START EXERCISE MATERIAL

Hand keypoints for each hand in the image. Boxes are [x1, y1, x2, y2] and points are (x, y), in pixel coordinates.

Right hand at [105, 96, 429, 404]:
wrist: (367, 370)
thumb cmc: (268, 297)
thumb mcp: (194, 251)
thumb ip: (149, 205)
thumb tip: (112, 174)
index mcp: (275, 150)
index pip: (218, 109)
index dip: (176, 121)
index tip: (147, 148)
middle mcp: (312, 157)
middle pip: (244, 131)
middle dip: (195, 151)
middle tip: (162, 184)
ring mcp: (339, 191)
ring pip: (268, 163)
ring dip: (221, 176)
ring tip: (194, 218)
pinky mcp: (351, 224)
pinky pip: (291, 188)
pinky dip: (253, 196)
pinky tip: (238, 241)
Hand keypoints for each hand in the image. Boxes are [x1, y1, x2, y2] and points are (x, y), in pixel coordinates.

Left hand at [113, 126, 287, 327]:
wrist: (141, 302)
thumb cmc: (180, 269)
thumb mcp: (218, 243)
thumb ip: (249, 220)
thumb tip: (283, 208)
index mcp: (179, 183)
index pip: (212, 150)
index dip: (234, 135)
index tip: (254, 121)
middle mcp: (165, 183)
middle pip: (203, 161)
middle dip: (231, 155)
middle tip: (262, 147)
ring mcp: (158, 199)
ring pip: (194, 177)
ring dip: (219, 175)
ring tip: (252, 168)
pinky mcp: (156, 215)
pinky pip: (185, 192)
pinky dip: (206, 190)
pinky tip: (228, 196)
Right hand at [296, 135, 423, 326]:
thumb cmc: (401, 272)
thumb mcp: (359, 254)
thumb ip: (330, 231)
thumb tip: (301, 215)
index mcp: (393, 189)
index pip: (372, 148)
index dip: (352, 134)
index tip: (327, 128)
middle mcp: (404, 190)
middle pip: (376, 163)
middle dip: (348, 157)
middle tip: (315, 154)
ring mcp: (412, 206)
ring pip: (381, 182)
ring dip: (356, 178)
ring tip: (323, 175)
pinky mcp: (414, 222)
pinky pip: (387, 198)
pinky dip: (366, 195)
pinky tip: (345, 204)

END EXERCISE MATERIAL

◆ **TASK DIRECTIONS**
From the entries above, copy every line that holds the word "hand".

◆ **RESPONSE**
Hand keypoints for each hand in the image. Boxes are [x1, y1, x2, y2] and points are (x, y), in pixel coordinates.
Right hand at [105, 96, 429, 404]:
Hand keypoints for each hand in the image. Boxes are [x1, y1, x2, y2] and points are (x, y), in pixel coordinates.
Left hand at [113, 126, 287, 327]:
Right hand at [296, 135, 423, 326]:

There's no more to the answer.